**WHAT THE TASK ASKS:**
Report every line of the records that contains the word "Bahadur".

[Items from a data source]
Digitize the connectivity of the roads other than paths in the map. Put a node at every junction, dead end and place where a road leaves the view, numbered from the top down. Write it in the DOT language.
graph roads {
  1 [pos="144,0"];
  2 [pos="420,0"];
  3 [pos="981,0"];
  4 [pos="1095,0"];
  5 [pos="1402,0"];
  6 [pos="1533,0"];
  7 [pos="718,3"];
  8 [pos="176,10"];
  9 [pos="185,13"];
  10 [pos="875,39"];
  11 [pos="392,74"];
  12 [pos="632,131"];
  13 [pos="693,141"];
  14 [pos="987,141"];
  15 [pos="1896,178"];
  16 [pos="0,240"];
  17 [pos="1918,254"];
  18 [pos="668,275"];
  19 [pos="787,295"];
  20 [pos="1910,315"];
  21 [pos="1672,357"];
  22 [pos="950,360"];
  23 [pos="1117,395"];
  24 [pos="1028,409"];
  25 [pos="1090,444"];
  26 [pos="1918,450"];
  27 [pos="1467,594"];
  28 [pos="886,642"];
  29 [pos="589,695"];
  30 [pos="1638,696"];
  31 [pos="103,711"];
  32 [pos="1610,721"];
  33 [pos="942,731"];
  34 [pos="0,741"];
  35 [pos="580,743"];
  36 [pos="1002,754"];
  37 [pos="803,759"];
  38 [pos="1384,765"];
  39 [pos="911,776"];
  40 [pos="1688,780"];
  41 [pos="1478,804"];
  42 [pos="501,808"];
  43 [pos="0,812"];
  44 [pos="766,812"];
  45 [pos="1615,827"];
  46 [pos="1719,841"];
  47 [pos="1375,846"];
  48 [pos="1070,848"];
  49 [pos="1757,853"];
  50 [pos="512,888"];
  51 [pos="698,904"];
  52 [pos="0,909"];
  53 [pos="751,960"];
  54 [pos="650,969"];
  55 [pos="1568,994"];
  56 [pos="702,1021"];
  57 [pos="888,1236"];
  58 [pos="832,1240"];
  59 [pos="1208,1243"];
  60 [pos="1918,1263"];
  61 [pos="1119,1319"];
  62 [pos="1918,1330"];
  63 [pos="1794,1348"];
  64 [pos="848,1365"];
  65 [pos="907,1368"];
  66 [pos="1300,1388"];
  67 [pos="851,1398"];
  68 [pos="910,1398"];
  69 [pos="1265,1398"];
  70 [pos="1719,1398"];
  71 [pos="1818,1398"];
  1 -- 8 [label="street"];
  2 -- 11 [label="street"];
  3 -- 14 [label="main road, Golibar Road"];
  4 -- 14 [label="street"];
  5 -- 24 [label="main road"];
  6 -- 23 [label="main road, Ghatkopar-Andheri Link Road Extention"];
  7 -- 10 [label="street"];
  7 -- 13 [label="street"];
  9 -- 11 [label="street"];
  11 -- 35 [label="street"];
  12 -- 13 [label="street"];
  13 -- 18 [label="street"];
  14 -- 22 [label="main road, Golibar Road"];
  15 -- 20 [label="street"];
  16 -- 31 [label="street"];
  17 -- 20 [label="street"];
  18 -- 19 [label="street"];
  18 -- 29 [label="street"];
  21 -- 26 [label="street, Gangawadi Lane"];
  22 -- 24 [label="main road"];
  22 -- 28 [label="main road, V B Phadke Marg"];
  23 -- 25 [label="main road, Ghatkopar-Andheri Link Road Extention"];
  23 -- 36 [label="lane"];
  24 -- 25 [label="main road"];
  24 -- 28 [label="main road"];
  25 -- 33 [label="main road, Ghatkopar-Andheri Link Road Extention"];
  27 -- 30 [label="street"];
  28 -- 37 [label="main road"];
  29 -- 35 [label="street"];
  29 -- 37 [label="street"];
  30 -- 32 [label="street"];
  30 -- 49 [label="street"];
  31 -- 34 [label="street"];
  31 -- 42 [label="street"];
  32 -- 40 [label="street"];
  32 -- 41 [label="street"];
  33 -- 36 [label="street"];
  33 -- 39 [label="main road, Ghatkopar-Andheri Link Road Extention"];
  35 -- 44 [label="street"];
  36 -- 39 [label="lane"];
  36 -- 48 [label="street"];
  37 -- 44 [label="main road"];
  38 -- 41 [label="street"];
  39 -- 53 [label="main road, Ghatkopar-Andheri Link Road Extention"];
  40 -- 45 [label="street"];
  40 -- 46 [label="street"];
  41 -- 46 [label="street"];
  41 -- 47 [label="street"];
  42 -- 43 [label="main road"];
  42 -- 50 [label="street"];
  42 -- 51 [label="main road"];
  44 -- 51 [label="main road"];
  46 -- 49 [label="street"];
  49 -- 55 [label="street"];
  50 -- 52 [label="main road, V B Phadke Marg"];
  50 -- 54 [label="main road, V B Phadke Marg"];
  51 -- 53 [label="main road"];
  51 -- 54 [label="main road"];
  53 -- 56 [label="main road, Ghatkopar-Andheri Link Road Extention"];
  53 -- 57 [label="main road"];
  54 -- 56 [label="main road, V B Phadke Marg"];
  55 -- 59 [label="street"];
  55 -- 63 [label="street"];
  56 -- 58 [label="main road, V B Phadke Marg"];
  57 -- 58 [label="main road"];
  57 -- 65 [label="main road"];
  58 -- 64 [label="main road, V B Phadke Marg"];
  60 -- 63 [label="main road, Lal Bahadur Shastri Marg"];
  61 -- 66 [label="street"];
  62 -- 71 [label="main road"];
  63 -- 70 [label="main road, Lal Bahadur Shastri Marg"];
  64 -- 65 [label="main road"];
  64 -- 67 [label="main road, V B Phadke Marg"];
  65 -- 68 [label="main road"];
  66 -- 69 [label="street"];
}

**ANSWER BELOW:**
  60 -- 63 [label="main road, Lal Bahadur Shastri Marg"];
  63 -- 70 [label="main road, Lal Bahadur Shastri Marg"];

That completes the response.